Chief Financial Officer Eric Aboaf suggested that State Street’s net interest income would drop by about 8% from what it saw in the first quarter of this year. While pinpointing such precise aspects of the operating metrics, it seems that this drop would be twice as much as analysts had expected. There is also not enough time in the second quarter to hope that the numbers can be made up with not even three weeks until the month and quarter come to a close.

A rotation into interest-bearing deposits from non-interest bearing deposits was one culprit, but the flattening of the longer-dated maturity yields (and an inversion in some yields) has brought on these problems.

The 10-year Treasury yield has come back down to under 2.10% before ticking back up this week. That is down from almost 2.70% at the start of 2019. Several analysts have chimed in on State Street’s woes:

  • Buckingham Research maintained its Buy rating but lowered its target down to $67 from $83.
  • Morgan Stanley maintained its Overweight rating but lowered its target to $69 from $76.
  • Raymond James maintained a Strong Buy rating, which is surprising considering that it dropped the price target to $68 from $84.
  • UBS maintained its Buy rating but lowered its target to $68 from $84.

State Street shares were last seen down about 13% so far in 2019 and down about 20% over the past 90 days.

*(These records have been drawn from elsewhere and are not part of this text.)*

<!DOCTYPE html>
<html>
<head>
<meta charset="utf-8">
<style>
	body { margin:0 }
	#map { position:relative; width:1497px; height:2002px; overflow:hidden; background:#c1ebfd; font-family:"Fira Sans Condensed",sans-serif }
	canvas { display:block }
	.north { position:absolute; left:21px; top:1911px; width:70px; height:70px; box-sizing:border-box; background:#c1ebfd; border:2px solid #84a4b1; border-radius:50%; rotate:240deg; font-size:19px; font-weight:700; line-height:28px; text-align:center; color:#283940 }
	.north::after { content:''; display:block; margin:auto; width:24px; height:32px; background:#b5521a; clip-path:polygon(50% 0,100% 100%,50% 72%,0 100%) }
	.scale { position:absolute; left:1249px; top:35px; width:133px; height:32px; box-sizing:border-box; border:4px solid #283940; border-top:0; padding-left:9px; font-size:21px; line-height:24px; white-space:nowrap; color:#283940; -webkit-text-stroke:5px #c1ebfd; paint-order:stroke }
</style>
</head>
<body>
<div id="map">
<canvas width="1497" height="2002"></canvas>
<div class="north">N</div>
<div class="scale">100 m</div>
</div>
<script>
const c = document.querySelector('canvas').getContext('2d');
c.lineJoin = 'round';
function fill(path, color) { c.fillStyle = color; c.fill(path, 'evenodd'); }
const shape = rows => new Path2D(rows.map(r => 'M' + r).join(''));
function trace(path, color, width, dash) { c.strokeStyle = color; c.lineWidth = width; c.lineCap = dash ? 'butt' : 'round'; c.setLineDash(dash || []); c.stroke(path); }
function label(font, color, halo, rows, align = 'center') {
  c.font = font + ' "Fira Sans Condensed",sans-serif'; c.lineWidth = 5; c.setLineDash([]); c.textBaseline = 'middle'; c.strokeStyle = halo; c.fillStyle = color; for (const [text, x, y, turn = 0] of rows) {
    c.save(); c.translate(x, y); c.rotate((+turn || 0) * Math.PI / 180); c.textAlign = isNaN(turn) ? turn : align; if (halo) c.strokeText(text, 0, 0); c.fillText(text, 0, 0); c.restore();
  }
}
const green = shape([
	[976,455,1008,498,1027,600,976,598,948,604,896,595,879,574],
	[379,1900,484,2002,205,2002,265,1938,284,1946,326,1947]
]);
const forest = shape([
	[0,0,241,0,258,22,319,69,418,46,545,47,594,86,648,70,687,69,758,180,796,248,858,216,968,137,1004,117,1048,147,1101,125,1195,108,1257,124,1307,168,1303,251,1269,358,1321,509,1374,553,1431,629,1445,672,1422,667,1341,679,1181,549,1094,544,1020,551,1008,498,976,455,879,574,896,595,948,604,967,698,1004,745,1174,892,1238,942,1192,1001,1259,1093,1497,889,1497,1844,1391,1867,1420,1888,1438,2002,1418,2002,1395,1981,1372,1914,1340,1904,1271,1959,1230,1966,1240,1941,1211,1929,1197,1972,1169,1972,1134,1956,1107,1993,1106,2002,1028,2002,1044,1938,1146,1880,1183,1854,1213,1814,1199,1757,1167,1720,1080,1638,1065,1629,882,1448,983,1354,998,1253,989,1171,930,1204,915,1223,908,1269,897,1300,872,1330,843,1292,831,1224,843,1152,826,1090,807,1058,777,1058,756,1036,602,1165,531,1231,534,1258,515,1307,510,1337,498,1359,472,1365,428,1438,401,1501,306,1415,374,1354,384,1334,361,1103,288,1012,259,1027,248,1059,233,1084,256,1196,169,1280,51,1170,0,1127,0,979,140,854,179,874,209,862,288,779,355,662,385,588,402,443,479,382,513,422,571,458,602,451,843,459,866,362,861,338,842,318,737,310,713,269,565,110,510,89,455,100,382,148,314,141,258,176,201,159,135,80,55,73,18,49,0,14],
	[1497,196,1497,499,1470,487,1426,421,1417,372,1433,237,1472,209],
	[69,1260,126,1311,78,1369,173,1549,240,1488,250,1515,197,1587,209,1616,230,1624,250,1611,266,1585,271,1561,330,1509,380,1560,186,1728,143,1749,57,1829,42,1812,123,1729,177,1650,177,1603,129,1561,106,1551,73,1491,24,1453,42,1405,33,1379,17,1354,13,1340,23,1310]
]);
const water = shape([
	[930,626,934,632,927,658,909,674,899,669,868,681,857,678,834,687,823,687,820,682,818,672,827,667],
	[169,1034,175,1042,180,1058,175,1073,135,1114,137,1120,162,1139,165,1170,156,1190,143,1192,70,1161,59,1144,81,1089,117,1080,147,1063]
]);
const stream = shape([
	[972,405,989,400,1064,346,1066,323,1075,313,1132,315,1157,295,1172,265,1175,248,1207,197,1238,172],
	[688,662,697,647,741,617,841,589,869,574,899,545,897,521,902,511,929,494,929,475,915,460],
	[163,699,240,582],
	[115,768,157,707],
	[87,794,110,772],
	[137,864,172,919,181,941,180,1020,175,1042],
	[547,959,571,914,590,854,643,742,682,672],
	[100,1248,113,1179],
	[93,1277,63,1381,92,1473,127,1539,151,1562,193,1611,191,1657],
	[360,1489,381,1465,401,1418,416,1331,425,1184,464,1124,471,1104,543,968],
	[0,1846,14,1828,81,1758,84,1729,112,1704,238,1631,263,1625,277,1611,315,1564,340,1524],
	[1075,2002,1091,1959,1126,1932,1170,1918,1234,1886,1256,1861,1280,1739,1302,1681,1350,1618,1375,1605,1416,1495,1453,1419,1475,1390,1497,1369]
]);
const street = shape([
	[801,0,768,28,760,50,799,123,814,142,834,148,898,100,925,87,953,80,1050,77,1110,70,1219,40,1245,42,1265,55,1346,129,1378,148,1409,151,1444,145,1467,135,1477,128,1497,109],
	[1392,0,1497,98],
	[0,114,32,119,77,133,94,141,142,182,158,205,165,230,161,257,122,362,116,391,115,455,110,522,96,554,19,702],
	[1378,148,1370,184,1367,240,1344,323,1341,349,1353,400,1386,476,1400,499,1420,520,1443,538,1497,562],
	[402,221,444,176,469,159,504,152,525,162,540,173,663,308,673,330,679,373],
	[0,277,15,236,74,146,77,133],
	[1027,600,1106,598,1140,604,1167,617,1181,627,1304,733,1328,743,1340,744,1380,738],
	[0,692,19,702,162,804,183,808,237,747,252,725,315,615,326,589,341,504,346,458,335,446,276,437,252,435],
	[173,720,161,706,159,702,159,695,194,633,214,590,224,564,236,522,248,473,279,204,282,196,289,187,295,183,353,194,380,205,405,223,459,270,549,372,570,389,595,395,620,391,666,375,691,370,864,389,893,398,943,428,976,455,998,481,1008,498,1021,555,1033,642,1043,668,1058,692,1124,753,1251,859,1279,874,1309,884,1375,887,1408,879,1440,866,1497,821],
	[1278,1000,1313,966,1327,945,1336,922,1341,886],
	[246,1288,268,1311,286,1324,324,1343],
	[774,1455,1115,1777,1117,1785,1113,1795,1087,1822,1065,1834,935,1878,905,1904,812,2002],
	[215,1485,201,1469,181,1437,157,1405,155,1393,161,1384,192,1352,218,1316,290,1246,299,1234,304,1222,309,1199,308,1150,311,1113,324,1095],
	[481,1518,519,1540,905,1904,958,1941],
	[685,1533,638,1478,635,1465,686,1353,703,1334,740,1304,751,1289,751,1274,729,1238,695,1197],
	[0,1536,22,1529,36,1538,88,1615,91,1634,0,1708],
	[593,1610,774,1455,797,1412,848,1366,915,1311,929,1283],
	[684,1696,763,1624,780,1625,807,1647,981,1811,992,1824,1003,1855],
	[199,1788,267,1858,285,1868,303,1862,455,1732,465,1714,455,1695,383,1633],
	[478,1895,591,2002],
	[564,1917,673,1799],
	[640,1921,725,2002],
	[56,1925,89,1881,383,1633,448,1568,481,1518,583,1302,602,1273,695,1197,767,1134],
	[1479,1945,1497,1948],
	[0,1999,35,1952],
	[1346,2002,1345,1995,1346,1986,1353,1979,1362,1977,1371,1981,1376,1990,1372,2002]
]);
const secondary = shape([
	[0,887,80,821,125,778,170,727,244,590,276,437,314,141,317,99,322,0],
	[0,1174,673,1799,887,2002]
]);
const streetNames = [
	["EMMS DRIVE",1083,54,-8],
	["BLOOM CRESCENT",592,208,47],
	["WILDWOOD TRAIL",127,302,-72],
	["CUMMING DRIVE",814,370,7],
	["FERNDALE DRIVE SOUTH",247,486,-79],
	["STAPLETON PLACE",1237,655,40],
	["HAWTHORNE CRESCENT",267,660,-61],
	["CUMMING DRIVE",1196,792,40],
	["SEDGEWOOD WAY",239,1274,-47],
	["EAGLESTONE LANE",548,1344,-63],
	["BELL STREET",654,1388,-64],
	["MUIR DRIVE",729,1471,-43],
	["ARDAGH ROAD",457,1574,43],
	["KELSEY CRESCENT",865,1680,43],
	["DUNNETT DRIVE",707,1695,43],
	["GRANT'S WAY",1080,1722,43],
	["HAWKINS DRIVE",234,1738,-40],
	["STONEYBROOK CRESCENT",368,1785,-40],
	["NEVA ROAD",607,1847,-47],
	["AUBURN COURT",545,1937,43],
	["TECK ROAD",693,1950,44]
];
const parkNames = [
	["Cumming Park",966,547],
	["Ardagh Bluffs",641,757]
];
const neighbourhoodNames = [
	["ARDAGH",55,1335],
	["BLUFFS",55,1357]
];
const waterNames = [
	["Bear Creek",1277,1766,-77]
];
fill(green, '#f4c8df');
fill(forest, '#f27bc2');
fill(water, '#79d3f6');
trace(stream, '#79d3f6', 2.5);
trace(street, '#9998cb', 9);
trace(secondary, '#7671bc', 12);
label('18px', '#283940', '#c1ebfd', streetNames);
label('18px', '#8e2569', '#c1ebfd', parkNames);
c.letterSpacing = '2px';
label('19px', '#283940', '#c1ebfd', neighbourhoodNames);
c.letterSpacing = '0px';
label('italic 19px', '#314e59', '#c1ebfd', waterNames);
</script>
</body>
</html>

Shares of State Street were last seen trading down 0.6% at $54.74, just above a 52-week low of $53.53. The consensus analyst target price from Refinitiv had been $76.68, but that figure will come down after the target cuts are factored in. It is also hard to ignore that State Street is now down by almost half from its 52-week high of $99.78 and down over half from the start of 2018.

State Street now has a $20.5 billion market cap after the drop, and some of this could have been seen from a rival warning in April about Bank of New York Mellon.

What may be more amazing here than the severity of the price target cuts is that the bulk of these firms maintained positive ratings at the same time.